Sound Machines for Baby Sleep: Do They Work?
Yes. The short answer is yes. White noise helps babies sleep because it mimics the constant whooshing sounds they heard in the womb for 9 months. The outside world is way too quiet and unpredictable for them. A sound machine makes sleep happen faster and last longer. It's one of the few baby products that genuinely does what it claims.
How Loud Should It Be?
The AAP recommends keeping sound machines below 50 decibels at the baby's ear level. That's about the volume of a quiet conversation. Place the machine across the room from the crib, not right next to baby's head. Some sound machines can reach 85+ decibels at max volume, which is way too loud for prolonged exposure. Use it on a moderate setting, not cranked to full blast.
What Sound Is Best?
Continuous white noise or pink noise. Not ocean waves that crash and fade, not rainforest sounds with random bird calls, not lullabies that end after 30 minutes. You want a constant, uninterrupted sound that runs all night. The on-off patterns of waves or music can actually wake baby up when the sound changes.
Our Picks
**Hatch Rest** ($70) is the most popular and for good reason. It's a sound machine, nightlight, and okay-to-wake clock in one. You control it from your phone, which means you can adjust the volume without walking into the nursery and risking waking the baby. The sound quality is good and it has a ton of sound options.

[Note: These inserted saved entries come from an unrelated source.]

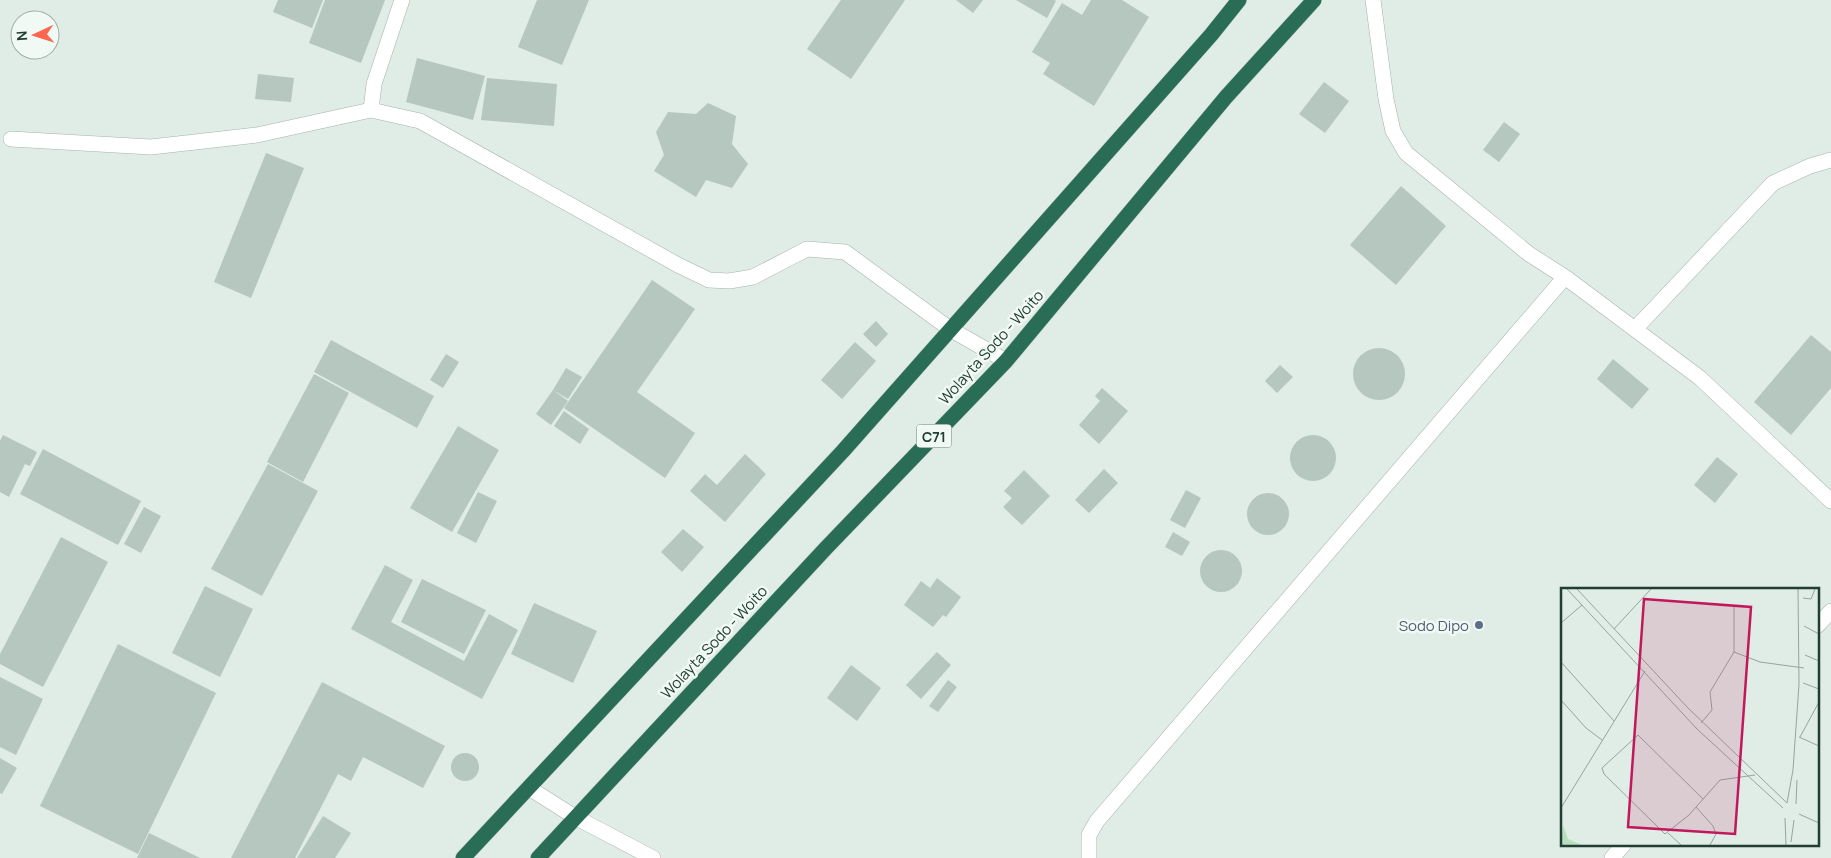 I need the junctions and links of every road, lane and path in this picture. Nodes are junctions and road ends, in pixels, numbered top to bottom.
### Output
1 (402, 0) edge
2 (1239, 0) edge
3 (1314, 0) edge
4 (1373, 0) edge
5 (371, 110) junction
6 (11, 139) dead end
7 (1831, 160) edge
8 (1565, 277) junction
9 (950, 329) junction
10 (1635, 329) junction
11 (1006, 361) junction
12 (1831, 501) edge
13 (1831, 611) edge
14 (1818, 625) edge
15 (529, 788) junction
16 (575, 817) junction
17 (1622, 846) edge
18 (463, 858) edge
19 (538, 858) edge
20 (653, 858) edge
21 (1089, 858) edge
22 (1612, 858) edge

1 - 5 street
2 - 9 highway
3 - 11 highway, Wolayta Sodo - Woito / C71
4 - 8 street
5 - 6 street
5 - 9 street
7 - 10 street
8 - 10 street
8 - 21 street
9 - 11 street
9 - 15 highway
10 - 12 street
11 - 16 highway, Wolayta Sodo - Woito / C71
13 - 14 street
15 - 16 street
15 - 18 highway
16 - 19 highway, Wolayta Sodo - Woito / C71
16 - 20 street
17 - 22 street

**Yogasleep Dohm** ($45) is the OG. It's a mechanical fan inside a housing that creates actual air-based white noise, not a recording. Some parents swear it sounds more natural than digital options. It's simple: one switch, two speed settings, no app required. It'll last forever.
**Yogasleep Rohm** ($30) is the travel version. It's portable, runs on a rechargeable battery, and clips to the stroller or car seat. If you travel at all, you need a portable sound machine. Babies who sleep with white noise at home will not sleep well without it in a hotel room.
Common Mistakes
**Turning it off after baby falls asleep.** Leave it on all night. The consistency is the point. If the sound stops at midnight, baby might wake up because the environment changed.
**Using a phone app as a permanent solution.** Phone apps work in a pinch, but your phone will get notifications, run out of battery, or disconnect from Bluetooth at 3am. A dedicated machine is more reliable for nightly use.
**Putting it in the crib.** The sound machine goes on a dresser or shelf across the room. Not in or on the crib. Nothing extra goes in the crib.
When to Stop
You don't have to stop. Many kids use white noise through preschool and beyond. Adults use it too. There's no developmental reason to wean off white noise. If it helps everyone sleep, keep using it.